▶ **Task requirements**: Lines in the listing below that contain the string "شارع" are to be found and copied.

▶ **Data**:
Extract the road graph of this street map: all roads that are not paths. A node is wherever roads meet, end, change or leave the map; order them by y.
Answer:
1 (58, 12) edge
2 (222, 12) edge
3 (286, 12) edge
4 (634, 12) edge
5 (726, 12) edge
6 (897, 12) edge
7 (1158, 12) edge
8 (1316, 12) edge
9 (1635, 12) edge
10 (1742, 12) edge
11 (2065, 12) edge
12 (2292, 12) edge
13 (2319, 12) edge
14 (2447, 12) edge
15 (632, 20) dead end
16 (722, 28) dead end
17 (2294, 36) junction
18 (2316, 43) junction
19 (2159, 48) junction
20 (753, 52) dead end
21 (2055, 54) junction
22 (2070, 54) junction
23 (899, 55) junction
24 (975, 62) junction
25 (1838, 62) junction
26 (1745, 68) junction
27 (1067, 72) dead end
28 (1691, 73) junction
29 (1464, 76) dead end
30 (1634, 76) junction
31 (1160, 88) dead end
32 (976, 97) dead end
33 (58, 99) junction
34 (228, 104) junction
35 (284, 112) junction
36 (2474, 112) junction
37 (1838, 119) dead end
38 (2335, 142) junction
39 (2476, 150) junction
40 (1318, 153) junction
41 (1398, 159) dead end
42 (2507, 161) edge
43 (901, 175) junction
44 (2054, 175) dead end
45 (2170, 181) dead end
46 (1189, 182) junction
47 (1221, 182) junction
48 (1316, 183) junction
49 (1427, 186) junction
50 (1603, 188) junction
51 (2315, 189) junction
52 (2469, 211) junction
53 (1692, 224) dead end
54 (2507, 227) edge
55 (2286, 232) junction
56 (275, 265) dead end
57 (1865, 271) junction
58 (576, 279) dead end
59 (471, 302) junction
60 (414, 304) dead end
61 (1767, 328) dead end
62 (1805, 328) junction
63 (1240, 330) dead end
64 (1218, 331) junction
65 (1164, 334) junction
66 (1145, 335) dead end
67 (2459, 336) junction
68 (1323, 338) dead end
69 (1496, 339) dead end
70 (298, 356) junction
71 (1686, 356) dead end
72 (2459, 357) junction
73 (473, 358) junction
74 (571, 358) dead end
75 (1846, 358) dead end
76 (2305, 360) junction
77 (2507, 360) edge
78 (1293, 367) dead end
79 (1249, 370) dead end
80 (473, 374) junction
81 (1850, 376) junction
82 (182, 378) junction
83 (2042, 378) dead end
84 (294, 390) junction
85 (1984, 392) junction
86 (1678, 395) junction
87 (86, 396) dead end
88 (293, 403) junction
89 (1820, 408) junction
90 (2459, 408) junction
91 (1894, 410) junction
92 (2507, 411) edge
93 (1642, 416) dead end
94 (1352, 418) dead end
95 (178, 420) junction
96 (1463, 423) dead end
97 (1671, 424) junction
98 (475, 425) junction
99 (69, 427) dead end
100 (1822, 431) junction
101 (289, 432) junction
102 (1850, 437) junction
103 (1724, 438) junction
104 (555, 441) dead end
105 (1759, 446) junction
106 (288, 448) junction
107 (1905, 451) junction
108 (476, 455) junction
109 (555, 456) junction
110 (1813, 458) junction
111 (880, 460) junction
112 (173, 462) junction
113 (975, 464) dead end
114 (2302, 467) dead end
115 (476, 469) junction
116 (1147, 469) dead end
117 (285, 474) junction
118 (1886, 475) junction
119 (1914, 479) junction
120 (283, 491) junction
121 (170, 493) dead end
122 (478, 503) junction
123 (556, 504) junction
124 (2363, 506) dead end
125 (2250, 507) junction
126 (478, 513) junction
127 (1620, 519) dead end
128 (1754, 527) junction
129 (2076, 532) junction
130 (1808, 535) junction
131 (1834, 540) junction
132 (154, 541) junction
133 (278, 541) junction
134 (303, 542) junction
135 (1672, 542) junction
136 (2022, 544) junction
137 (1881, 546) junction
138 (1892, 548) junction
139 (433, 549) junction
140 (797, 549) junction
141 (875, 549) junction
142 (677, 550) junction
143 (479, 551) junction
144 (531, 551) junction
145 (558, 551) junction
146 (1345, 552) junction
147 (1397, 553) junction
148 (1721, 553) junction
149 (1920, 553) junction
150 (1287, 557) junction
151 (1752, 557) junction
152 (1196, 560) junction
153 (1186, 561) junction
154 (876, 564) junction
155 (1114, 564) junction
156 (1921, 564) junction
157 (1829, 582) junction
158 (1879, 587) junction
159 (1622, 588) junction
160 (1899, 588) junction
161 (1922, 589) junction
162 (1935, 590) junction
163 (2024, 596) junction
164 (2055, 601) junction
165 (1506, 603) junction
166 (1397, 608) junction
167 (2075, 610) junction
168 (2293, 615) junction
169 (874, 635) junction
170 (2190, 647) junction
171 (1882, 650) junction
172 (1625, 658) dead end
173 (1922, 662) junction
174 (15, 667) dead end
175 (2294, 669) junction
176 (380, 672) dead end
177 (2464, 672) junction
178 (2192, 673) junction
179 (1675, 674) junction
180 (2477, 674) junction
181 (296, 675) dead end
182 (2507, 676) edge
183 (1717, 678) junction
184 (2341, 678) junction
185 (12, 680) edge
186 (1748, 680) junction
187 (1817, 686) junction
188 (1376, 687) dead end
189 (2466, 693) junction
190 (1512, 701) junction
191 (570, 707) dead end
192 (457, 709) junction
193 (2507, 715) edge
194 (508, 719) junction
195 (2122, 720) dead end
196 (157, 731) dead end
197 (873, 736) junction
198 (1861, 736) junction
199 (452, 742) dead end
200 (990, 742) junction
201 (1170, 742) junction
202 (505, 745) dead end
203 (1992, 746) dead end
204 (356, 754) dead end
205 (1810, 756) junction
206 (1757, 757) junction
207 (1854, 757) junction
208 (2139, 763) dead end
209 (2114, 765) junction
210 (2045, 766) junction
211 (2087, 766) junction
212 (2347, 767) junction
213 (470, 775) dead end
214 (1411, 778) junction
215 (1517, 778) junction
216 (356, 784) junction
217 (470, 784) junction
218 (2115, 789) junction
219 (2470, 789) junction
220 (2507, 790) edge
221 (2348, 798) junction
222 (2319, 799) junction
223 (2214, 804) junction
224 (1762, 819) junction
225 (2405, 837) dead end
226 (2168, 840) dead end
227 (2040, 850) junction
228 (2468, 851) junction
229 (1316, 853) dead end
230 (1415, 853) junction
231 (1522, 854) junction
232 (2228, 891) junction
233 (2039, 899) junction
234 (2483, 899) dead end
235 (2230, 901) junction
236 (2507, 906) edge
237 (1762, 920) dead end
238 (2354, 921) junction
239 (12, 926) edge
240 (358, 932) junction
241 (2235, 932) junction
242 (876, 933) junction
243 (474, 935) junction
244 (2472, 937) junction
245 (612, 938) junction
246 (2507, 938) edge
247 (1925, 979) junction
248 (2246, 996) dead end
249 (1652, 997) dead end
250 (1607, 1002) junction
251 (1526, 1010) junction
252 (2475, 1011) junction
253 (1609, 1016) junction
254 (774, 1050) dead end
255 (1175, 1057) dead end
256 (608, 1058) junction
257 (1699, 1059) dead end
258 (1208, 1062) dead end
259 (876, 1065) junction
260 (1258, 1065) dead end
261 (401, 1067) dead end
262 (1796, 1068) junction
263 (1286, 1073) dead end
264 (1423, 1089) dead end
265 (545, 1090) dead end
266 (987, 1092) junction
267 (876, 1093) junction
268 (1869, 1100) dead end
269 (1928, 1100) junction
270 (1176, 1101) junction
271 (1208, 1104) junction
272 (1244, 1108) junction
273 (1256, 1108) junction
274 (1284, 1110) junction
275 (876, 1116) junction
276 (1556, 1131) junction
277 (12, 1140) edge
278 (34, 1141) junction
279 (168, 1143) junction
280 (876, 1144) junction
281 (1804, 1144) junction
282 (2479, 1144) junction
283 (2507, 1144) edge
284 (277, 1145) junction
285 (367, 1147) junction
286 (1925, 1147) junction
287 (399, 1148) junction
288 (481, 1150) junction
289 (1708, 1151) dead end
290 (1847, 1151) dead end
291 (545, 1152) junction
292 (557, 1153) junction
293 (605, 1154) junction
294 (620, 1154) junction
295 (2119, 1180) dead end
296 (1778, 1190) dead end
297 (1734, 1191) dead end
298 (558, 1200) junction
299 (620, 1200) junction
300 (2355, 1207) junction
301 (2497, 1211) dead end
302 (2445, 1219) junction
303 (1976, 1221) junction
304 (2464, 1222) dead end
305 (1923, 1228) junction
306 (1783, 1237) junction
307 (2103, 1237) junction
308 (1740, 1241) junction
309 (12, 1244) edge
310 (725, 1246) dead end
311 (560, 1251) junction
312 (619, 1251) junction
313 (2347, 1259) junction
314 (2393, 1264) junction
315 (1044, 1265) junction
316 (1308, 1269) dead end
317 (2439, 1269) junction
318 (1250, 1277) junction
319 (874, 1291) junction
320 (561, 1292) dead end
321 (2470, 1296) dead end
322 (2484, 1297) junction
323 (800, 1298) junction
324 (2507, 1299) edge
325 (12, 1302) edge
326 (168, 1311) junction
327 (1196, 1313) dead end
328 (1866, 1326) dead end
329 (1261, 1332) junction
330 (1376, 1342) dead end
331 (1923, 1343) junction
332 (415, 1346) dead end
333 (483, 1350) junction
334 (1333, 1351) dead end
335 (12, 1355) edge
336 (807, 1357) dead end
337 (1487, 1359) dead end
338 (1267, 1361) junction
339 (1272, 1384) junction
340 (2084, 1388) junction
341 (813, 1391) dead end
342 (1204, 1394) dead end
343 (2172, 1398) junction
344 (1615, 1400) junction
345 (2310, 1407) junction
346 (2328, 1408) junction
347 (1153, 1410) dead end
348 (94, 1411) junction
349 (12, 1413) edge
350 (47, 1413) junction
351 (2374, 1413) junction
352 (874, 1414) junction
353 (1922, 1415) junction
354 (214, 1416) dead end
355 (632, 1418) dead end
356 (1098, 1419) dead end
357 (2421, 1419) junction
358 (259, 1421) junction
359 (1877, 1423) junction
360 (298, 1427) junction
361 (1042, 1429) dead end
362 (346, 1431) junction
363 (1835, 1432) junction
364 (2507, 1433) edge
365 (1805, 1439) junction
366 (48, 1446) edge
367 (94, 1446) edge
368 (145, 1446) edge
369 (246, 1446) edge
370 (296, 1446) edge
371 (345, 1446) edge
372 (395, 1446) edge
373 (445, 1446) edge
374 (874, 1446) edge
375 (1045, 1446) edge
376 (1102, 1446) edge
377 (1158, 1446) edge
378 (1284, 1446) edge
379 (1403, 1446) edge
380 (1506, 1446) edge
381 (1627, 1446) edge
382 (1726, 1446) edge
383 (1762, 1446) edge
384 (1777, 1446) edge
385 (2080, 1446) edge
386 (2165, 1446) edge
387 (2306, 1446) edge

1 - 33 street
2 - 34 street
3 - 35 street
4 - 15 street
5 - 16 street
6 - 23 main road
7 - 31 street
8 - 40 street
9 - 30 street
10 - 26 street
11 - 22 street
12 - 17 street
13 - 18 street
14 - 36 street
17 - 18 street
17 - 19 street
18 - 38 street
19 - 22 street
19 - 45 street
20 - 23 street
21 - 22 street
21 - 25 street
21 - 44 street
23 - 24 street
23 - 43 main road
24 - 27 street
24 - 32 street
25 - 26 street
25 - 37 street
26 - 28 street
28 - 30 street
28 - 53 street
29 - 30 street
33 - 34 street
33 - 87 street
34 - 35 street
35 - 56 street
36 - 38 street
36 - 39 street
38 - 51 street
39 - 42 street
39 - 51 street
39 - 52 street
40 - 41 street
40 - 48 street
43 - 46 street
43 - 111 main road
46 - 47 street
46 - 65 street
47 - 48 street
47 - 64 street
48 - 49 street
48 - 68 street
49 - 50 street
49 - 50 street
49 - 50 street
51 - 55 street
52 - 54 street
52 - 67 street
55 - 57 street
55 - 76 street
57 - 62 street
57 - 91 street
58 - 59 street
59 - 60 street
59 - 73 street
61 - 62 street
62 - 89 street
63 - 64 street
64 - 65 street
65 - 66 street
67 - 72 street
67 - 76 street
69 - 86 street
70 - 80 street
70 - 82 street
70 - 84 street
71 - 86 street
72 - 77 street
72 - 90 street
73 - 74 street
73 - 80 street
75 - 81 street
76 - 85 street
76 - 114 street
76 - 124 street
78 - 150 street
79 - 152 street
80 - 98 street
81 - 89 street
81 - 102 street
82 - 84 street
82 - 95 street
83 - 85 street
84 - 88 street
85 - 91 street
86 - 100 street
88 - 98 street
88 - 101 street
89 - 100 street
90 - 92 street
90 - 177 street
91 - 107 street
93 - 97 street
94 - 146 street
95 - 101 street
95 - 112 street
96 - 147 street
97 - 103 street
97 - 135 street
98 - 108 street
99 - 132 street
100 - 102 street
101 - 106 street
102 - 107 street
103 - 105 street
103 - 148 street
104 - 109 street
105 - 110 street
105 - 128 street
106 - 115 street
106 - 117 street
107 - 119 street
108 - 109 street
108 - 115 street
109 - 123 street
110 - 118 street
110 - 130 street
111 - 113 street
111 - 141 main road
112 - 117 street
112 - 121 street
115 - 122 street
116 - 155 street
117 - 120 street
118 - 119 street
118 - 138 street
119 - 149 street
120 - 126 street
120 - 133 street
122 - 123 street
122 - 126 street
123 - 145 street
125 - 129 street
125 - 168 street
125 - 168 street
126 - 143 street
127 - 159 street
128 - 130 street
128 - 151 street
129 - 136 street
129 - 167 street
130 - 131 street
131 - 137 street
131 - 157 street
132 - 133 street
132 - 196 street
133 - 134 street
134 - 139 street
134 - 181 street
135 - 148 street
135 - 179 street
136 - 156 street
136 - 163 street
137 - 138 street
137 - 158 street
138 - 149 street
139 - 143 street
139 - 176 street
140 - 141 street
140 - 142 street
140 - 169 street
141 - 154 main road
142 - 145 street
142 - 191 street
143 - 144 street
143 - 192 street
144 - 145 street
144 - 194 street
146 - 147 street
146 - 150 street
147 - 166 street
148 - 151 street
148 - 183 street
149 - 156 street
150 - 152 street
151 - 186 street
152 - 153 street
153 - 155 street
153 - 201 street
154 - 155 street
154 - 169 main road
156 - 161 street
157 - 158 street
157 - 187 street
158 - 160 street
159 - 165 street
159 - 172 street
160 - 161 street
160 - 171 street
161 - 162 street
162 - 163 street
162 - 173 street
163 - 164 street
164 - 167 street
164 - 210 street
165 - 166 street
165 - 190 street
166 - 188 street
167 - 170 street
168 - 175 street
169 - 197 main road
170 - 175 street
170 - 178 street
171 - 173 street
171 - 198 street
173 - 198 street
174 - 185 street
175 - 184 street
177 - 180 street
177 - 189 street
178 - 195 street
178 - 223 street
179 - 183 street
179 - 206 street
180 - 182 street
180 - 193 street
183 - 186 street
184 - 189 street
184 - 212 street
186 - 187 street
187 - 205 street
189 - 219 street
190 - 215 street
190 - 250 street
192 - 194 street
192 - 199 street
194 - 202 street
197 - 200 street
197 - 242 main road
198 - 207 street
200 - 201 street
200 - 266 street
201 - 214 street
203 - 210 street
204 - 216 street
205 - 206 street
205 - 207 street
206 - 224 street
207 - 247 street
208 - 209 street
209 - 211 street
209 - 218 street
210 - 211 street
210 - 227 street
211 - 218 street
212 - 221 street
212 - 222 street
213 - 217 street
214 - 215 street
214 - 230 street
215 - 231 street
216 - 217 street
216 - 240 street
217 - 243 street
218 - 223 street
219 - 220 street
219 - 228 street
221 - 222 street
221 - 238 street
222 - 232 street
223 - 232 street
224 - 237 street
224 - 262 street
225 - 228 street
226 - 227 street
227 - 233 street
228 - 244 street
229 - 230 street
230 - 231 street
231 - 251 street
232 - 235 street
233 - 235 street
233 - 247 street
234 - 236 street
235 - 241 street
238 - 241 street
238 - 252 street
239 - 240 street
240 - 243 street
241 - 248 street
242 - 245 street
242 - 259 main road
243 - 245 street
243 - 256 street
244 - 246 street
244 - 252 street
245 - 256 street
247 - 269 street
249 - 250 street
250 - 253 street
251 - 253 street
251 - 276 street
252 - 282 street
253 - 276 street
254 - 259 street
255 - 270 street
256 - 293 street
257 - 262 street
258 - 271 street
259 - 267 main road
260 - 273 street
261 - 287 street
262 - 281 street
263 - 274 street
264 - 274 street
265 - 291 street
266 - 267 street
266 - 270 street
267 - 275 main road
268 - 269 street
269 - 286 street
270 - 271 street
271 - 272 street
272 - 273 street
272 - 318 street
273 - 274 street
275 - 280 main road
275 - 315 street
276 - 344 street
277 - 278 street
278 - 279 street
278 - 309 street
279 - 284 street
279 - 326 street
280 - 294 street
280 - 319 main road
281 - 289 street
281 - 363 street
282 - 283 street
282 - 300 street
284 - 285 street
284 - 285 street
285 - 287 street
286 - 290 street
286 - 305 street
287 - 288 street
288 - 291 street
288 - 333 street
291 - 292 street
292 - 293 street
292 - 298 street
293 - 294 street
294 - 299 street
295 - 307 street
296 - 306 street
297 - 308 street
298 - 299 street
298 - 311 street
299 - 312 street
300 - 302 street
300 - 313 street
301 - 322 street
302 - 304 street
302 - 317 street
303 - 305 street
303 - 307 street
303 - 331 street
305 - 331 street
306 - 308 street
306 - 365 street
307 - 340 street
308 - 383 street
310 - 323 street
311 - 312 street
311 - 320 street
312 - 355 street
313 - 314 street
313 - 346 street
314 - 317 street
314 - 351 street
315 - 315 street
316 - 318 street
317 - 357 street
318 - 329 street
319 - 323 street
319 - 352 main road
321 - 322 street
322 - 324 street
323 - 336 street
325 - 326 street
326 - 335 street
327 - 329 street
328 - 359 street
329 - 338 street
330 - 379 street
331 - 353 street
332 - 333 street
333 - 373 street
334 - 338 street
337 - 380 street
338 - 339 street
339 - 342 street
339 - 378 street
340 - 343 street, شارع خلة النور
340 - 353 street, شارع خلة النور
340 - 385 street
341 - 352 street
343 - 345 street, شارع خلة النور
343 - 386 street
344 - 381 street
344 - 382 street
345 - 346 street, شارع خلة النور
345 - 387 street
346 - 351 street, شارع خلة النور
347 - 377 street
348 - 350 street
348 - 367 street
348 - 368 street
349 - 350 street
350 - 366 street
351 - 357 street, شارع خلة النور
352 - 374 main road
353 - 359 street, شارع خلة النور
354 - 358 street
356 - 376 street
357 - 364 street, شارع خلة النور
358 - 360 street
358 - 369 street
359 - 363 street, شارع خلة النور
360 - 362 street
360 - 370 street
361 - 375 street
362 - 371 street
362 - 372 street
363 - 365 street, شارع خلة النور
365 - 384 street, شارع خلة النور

▶ **Exercise answer**:
340 - 343 street, شارع خلة النور
340 - 353 street, شارع خلة النور
343 - 345 street, شارع خلة النور
345 - 346 street, شارع خلة النور
346 - 351 street, شارع خلة النور
351 - 357 street, شارع خلة النور
353 - 359 street, شارع خلة النور
357 - 364 street, شارع خلة النور
359 - 363 street, شارع خلة النور
363 - 365 street, شارع خلة النور
365 - 384 street, شارع خلة النور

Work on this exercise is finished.